Stored data:
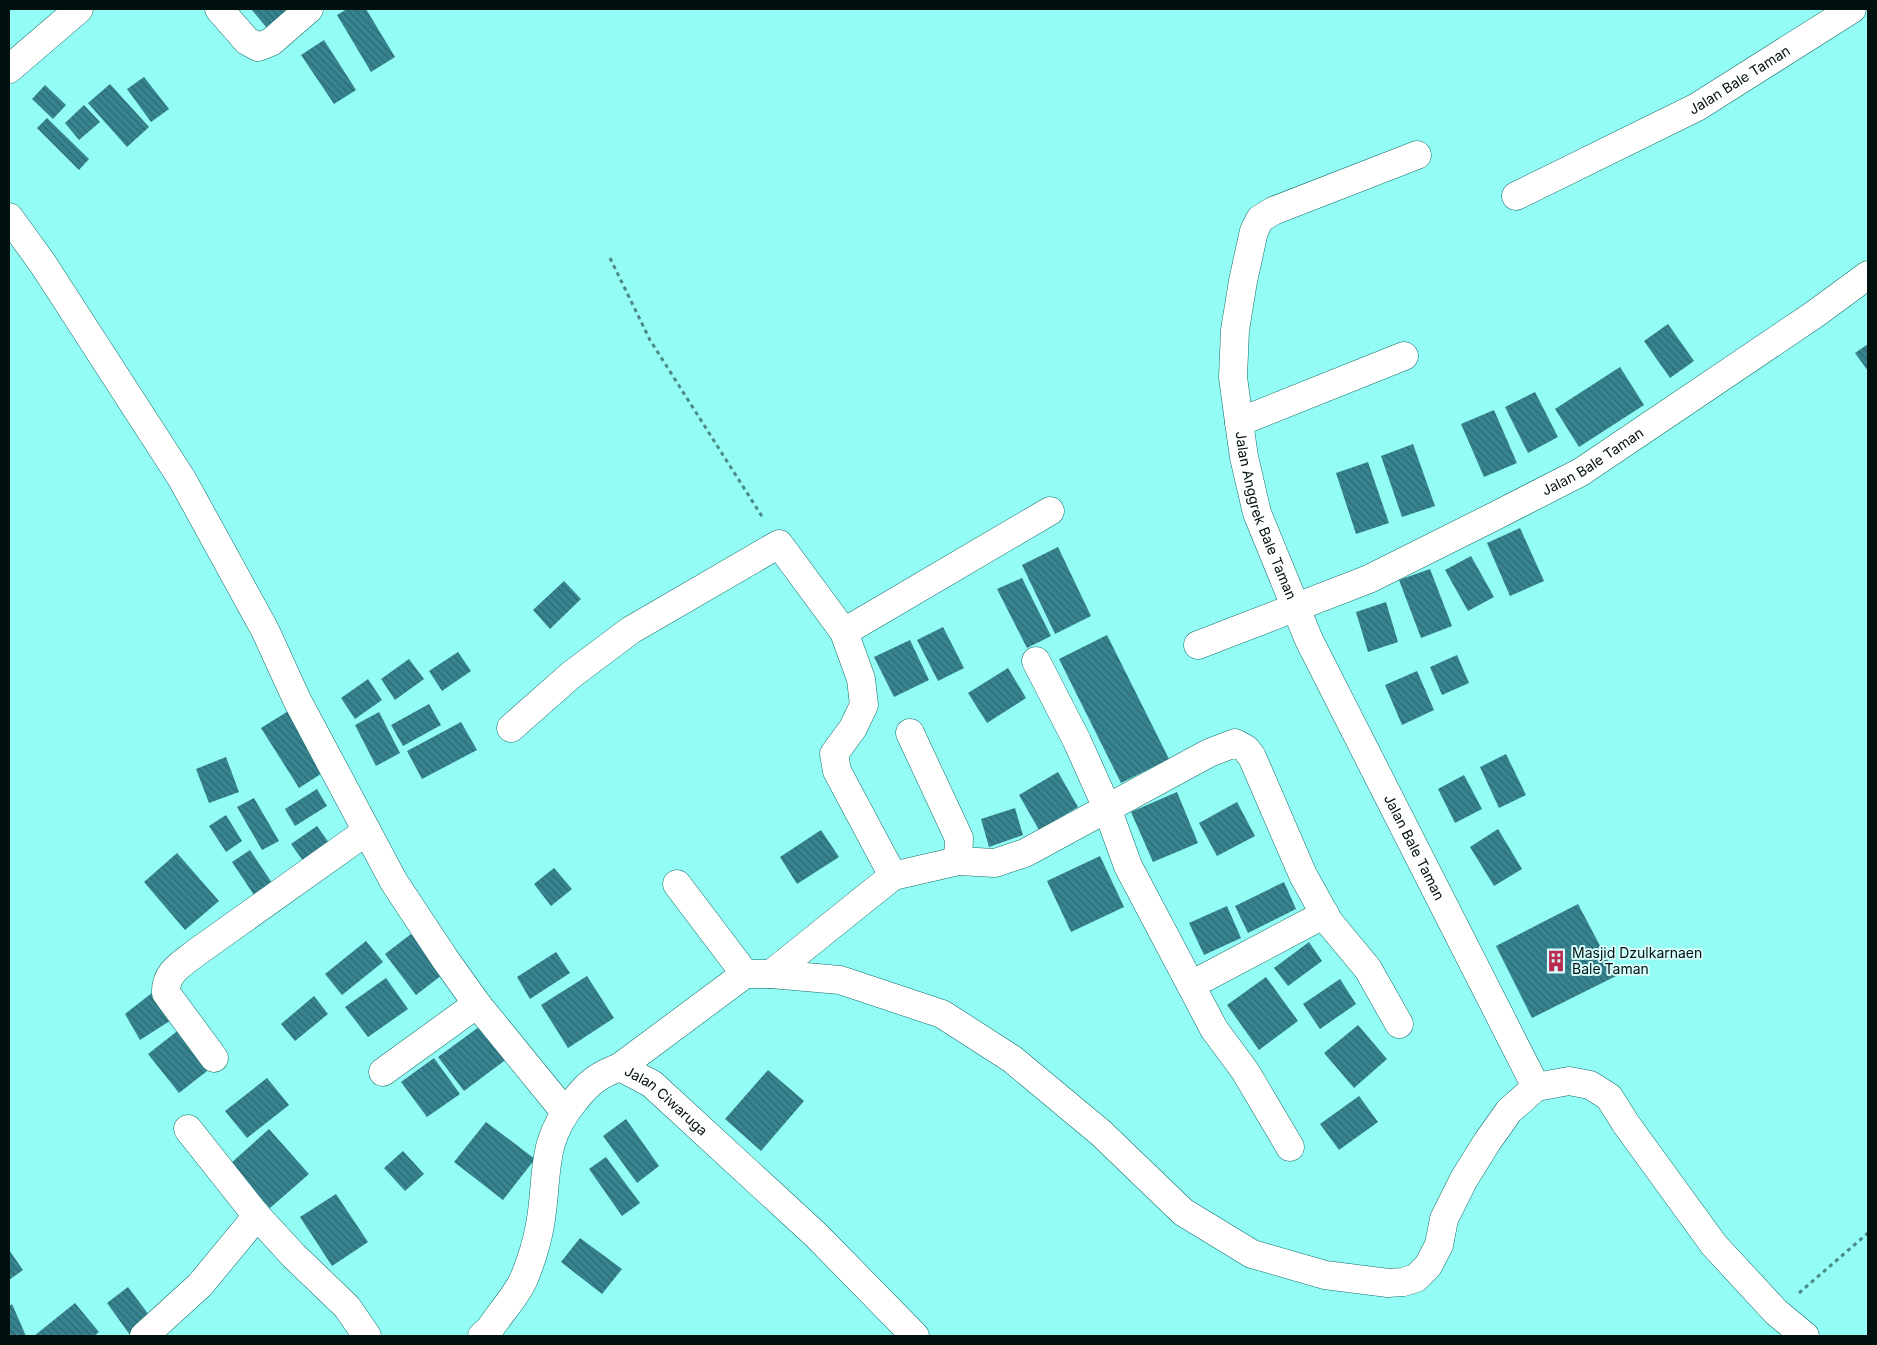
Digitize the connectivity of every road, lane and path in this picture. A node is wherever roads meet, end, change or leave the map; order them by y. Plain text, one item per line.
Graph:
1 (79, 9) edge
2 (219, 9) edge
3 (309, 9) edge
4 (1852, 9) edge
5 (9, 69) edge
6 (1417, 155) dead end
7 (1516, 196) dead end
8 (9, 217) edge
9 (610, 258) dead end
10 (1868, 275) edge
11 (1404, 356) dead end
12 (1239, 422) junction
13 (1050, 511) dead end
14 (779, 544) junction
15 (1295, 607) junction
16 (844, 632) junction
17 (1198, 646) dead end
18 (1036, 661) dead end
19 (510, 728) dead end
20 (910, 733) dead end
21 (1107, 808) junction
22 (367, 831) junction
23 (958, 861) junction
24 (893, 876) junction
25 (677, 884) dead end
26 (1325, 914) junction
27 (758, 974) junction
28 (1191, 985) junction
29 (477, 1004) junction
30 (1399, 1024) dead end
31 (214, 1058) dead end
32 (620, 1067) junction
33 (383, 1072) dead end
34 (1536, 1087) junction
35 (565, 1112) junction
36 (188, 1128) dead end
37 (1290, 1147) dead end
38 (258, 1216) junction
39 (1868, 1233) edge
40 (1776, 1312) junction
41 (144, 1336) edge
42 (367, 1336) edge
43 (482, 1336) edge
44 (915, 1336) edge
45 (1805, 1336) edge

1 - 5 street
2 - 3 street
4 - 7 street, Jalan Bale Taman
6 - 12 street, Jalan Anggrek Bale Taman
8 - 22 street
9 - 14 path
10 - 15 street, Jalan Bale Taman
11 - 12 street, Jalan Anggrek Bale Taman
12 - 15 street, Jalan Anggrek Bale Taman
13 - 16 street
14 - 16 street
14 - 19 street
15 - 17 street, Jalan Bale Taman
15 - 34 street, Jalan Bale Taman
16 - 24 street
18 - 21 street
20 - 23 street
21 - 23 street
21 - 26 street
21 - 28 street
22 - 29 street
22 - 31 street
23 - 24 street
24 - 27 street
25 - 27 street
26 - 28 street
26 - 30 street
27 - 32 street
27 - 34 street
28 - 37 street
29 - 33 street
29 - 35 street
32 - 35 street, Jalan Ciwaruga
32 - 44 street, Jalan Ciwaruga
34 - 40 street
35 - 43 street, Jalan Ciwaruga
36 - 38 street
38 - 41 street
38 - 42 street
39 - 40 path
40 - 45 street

** Exercise description **
Count up the lines in the preceding data that include the word "Bale"; respond with the number only.

** Response area **
7